## Try it:
Your answer should hold each line of the material that contains the word "down".

## Extracted entries:
+++

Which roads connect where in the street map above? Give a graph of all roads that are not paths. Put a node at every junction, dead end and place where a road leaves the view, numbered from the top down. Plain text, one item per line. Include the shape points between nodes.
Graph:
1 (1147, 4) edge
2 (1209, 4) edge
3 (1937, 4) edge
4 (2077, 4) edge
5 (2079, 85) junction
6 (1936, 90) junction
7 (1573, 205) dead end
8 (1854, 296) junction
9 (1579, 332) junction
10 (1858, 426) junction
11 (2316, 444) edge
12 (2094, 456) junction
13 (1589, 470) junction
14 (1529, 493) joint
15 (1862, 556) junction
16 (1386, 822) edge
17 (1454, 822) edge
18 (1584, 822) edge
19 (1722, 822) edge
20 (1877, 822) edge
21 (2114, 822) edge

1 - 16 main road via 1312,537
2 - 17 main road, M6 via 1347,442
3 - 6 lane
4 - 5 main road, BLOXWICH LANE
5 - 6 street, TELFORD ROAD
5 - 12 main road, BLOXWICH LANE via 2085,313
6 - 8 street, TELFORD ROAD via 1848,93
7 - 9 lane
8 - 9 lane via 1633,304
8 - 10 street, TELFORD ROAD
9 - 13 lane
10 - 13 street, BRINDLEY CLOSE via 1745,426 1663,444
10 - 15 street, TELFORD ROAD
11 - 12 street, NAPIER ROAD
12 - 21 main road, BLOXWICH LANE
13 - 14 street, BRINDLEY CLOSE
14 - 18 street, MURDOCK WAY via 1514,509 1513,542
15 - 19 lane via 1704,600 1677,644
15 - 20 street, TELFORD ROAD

+++

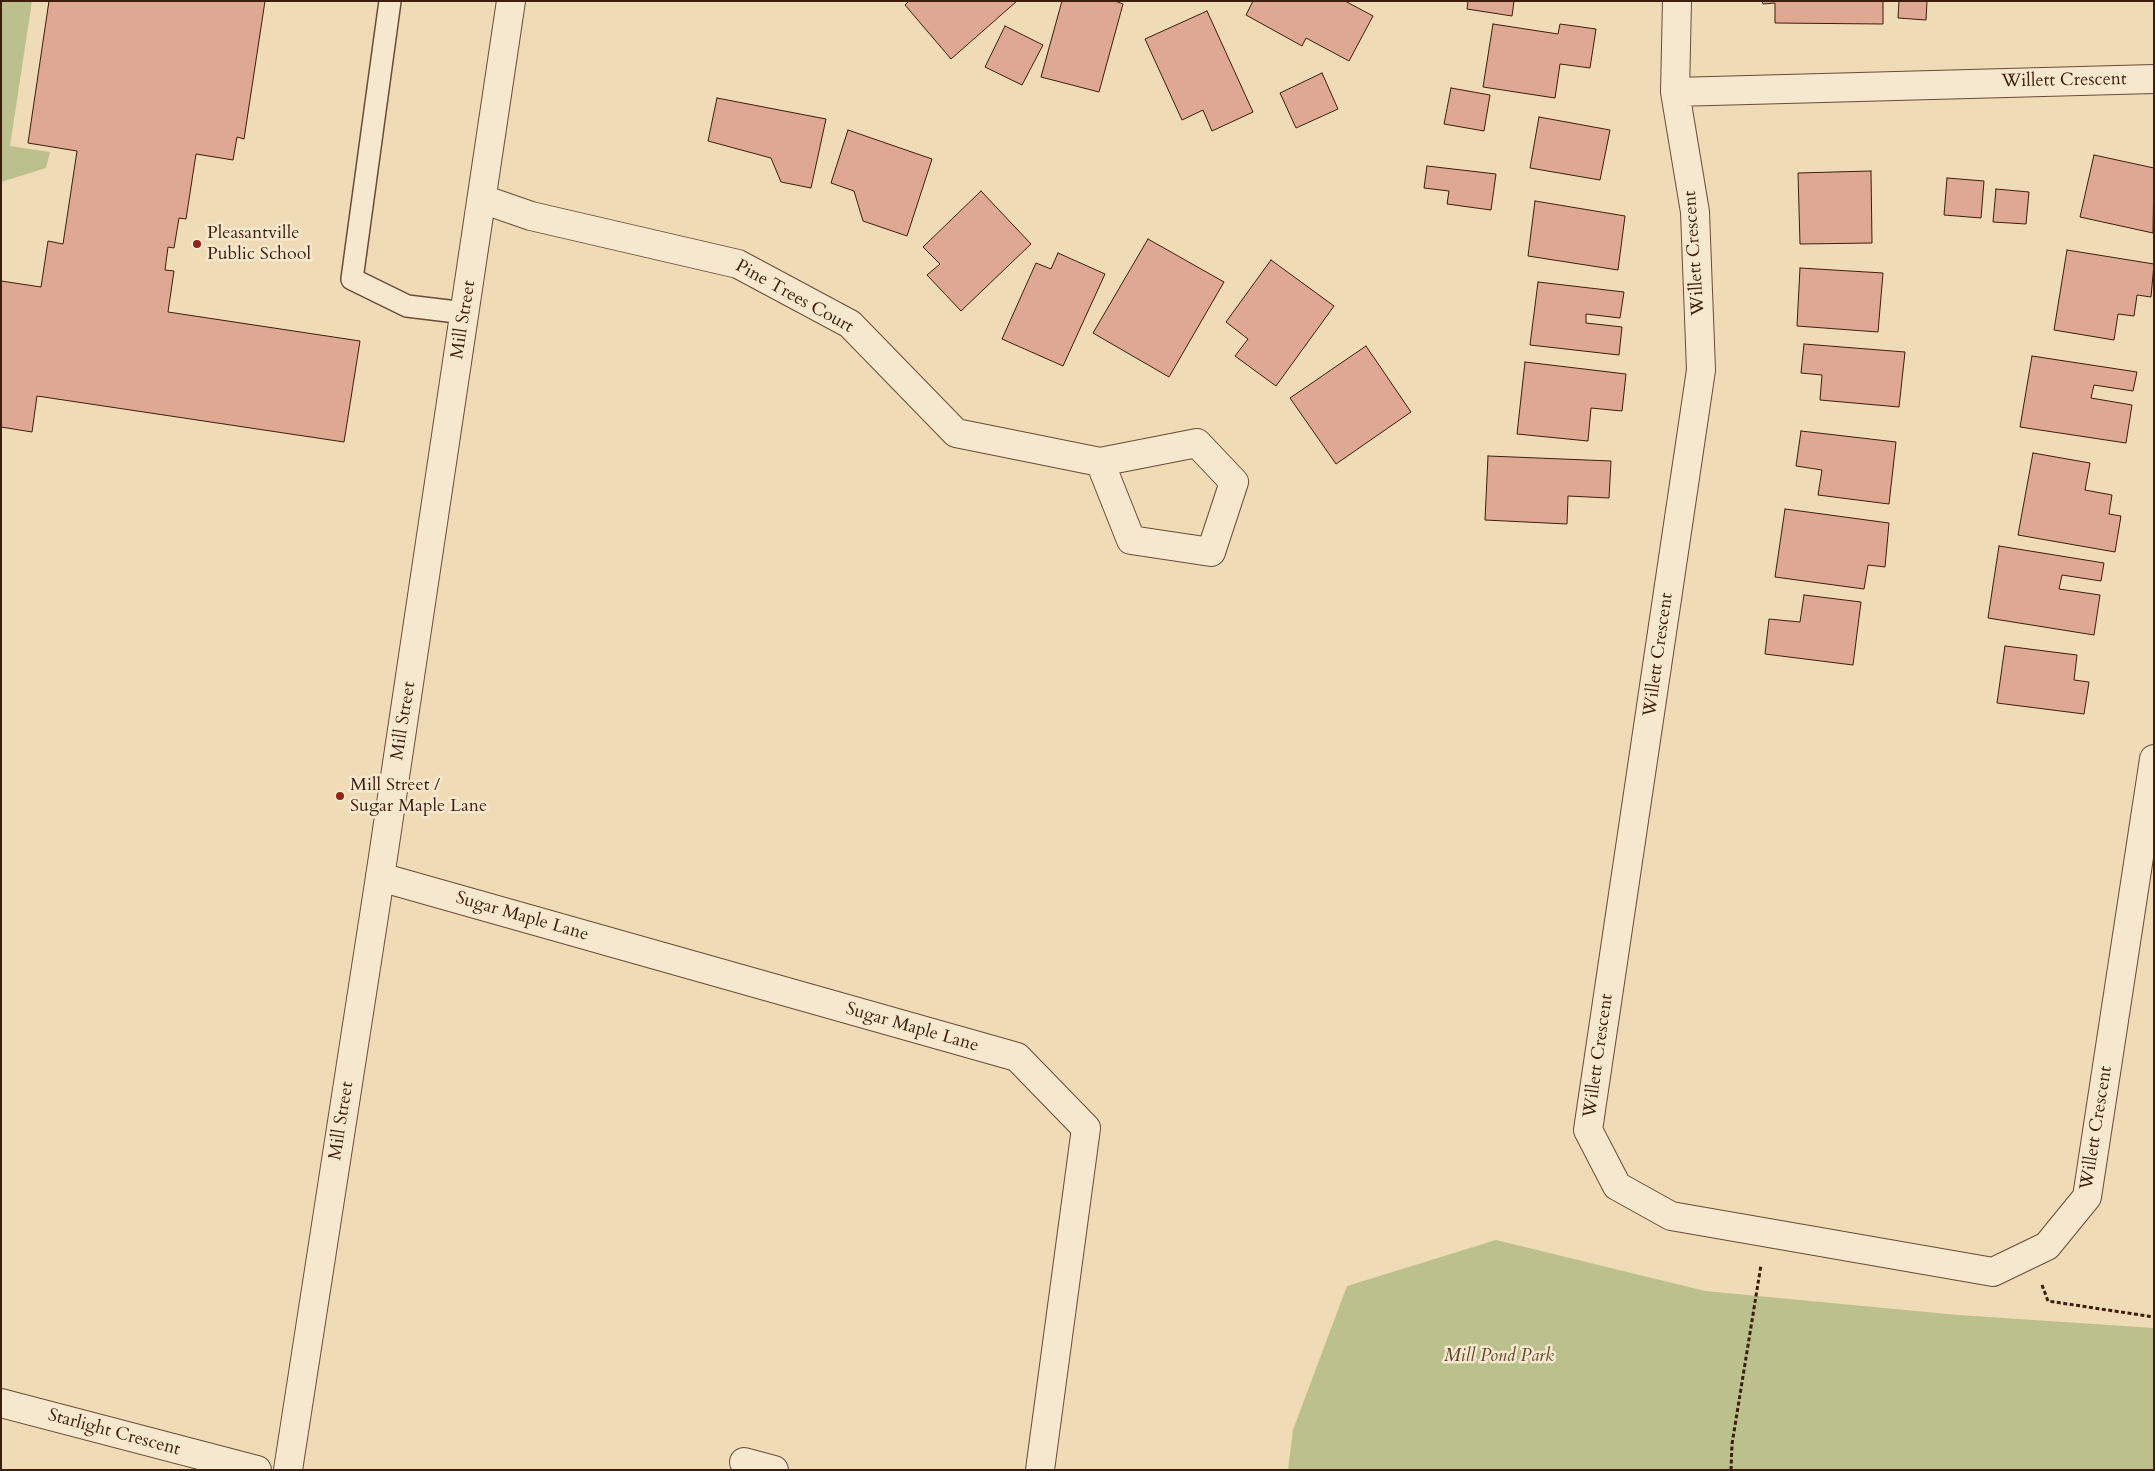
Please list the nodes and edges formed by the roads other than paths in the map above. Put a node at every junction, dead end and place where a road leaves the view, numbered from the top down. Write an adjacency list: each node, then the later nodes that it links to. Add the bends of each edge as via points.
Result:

+++

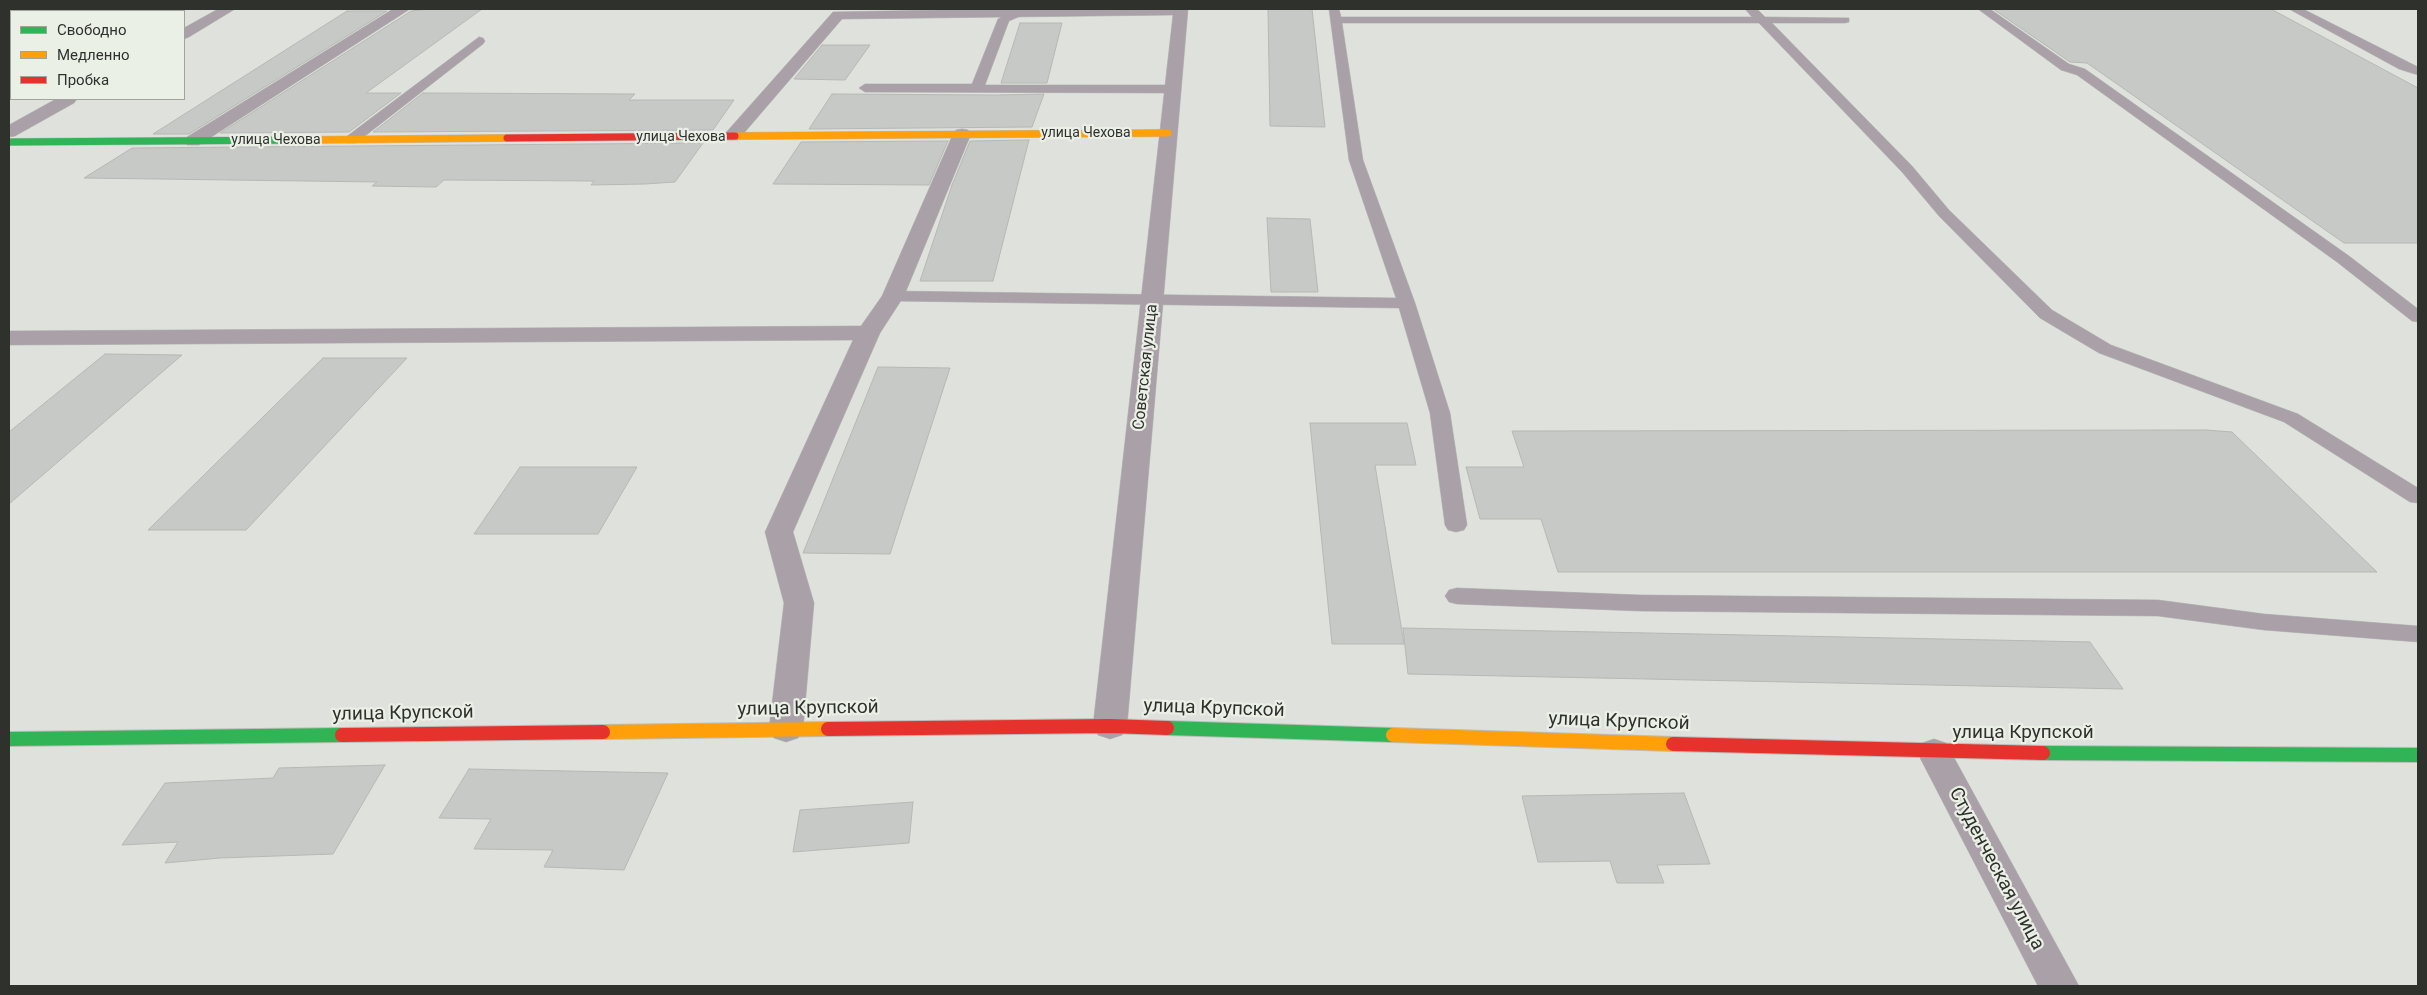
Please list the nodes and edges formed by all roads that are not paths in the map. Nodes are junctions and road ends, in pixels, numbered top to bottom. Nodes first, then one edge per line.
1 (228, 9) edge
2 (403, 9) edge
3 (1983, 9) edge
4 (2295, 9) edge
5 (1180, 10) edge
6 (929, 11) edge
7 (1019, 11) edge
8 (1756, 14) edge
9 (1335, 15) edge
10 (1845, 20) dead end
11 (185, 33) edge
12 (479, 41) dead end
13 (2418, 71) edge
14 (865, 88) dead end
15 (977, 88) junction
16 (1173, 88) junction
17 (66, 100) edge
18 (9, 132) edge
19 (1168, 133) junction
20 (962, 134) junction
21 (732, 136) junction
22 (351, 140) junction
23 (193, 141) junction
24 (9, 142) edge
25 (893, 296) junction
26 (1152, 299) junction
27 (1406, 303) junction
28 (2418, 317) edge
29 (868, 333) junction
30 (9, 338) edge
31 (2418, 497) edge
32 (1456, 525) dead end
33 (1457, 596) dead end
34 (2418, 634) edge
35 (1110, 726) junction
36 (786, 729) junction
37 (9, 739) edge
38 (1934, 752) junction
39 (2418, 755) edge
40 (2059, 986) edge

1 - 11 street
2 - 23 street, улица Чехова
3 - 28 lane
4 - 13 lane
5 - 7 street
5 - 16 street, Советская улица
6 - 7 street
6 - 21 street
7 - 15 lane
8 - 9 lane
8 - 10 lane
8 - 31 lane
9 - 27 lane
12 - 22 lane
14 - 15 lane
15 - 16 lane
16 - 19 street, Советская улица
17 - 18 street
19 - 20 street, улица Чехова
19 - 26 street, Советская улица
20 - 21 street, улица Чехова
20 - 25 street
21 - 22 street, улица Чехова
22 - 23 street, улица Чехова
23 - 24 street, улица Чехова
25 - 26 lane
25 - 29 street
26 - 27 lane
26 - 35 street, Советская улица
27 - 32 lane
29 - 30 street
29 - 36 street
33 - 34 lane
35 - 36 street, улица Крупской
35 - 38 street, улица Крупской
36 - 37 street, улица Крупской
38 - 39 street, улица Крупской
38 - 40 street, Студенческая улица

+++

## Answer area:
Which roads connect where in the street map above? Give a graph of all roads that are not paths. Put a node at every junction, dead end and place where a road leaves the view, numbered from the top down. Plain text, one item per line. Include the shape points between nodes.
Please list the nodes and edges formed by the roads other than paths in the map above. Put a node at every junction, dead end and place where a road leaves the view, numbered from the top down. Write an adjacency list: each node, then the later nodes that it links to. Add the bends of each edge as via points.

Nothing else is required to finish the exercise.